*Task*
Where does "dead" appear in the data? Return each line that holds it.

Saved data entries:
============

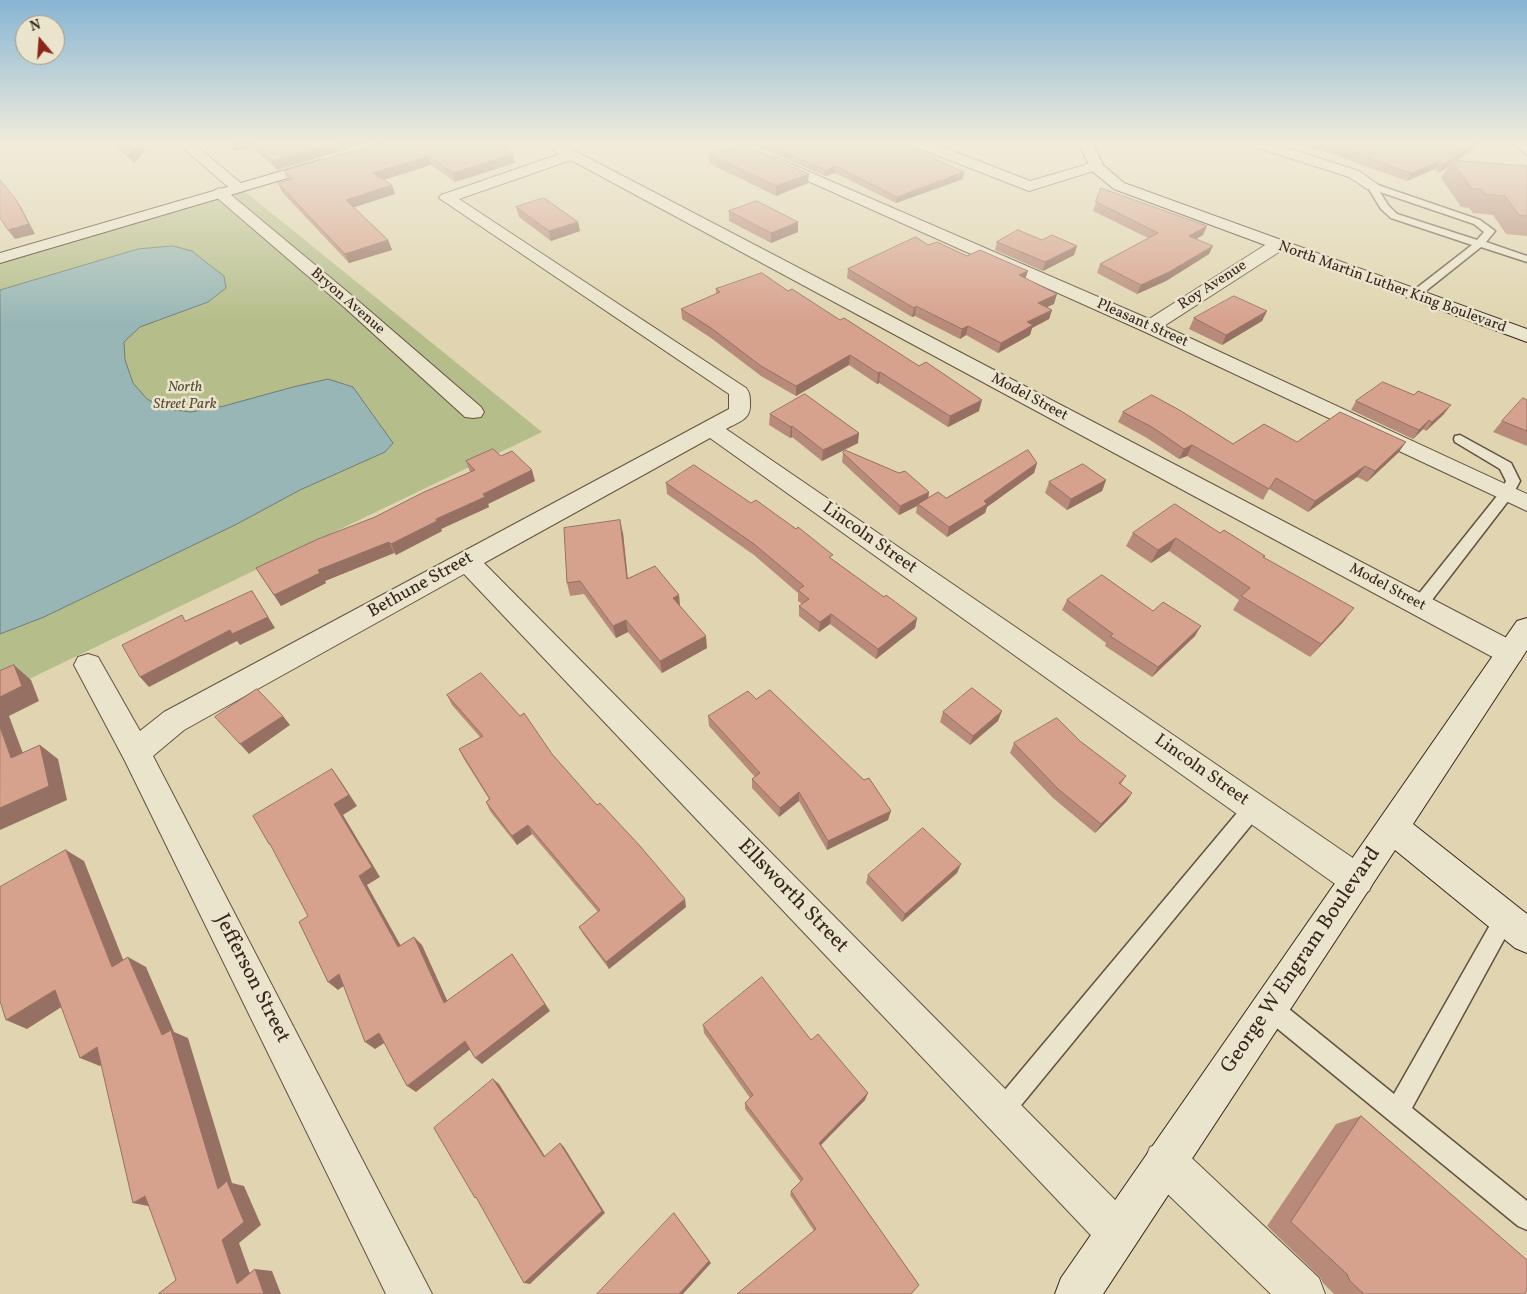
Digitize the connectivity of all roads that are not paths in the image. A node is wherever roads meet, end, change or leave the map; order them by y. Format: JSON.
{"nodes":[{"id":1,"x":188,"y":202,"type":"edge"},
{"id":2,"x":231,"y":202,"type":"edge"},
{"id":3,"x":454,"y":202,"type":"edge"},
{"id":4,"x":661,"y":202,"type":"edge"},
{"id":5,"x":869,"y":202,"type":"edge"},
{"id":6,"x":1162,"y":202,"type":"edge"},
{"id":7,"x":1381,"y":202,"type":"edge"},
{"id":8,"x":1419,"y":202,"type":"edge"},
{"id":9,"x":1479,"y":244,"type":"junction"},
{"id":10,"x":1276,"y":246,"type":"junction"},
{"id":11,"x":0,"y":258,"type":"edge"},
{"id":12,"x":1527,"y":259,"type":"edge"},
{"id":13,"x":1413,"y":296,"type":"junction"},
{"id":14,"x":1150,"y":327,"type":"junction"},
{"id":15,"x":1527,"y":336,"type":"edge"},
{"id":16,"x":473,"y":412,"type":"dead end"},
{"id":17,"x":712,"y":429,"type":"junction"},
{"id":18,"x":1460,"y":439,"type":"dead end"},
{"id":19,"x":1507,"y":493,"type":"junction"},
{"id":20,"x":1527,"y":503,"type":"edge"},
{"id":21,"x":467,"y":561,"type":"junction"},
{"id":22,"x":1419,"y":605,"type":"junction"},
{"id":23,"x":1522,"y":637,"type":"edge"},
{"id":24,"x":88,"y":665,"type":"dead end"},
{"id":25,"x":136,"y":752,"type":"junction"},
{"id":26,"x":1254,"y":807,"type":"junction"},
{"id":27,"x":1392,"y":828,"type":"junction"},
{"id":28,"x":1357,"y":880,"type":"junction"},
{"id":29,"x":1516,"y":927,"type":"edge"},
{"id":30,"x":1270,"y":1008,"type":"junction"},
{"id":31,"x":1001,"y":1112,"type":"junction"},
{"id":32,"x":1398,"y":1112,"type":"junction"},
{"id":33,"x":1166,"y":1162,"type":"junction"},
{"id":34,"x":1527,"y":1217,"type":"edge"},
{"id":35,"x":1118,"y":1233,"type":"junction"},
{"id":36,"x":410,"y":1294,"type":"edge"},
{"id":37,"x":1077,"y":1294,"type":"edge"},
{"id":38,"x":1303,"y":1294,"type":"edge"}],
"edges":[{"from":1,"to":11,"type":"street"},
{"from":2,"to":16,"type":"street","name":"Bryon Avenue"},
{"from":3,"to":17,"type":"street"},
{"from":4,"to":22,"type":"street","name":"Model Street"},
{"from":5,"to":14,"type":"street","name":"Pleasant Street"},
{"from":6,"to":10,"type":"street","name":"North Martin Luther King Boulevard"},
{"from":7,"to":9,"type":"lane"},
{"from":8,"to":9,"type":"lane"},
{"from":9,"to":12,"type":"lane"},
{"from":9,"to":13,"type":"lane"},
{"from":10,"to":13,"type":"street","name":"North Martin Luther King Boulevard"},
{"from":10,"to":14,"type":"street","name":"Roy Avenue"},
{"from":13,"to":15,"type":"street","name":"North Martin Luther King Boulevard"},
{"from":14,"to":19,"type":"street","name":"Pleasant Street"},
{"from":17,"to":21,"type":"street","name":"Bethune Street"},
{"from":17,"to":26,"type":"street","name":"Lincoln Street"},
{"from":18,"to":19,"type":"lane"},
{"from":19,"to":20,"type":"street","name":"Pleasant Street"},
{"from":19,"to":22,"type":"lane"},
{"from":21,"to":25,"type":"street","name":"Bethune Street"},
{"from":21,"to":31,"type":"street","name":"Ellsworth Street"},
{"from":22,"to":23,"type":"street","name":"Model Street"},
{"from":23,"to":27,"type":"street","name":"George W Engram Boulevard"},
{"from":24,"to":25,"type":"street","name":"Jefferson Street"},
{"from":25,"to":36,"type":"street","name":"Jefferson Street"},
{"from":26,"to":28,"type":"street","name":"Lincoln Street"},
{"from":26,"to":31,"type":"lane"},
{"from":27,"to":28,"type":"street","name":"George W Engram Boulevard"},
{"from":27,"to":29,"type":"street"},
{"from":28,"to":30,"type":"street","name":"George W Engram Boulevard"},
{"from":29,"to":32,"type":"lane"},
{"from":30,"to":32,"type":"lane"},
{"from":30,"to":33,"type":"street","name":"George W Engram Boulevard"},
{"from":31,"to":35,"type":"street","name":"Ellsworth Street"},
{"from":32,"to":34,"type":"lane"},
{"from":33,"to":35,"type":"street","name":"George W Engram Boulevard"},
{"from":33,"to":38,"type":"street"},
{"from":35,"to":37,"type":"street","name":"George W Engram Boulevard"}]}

============

*Written solution*
{"id":16,"x":473,"y":412,"type":"dead end"},
{"id":18,"x":1460,"y":439,"type":"dead end"},
{"id":24,"x":88,"y":665,"type":"dead end"},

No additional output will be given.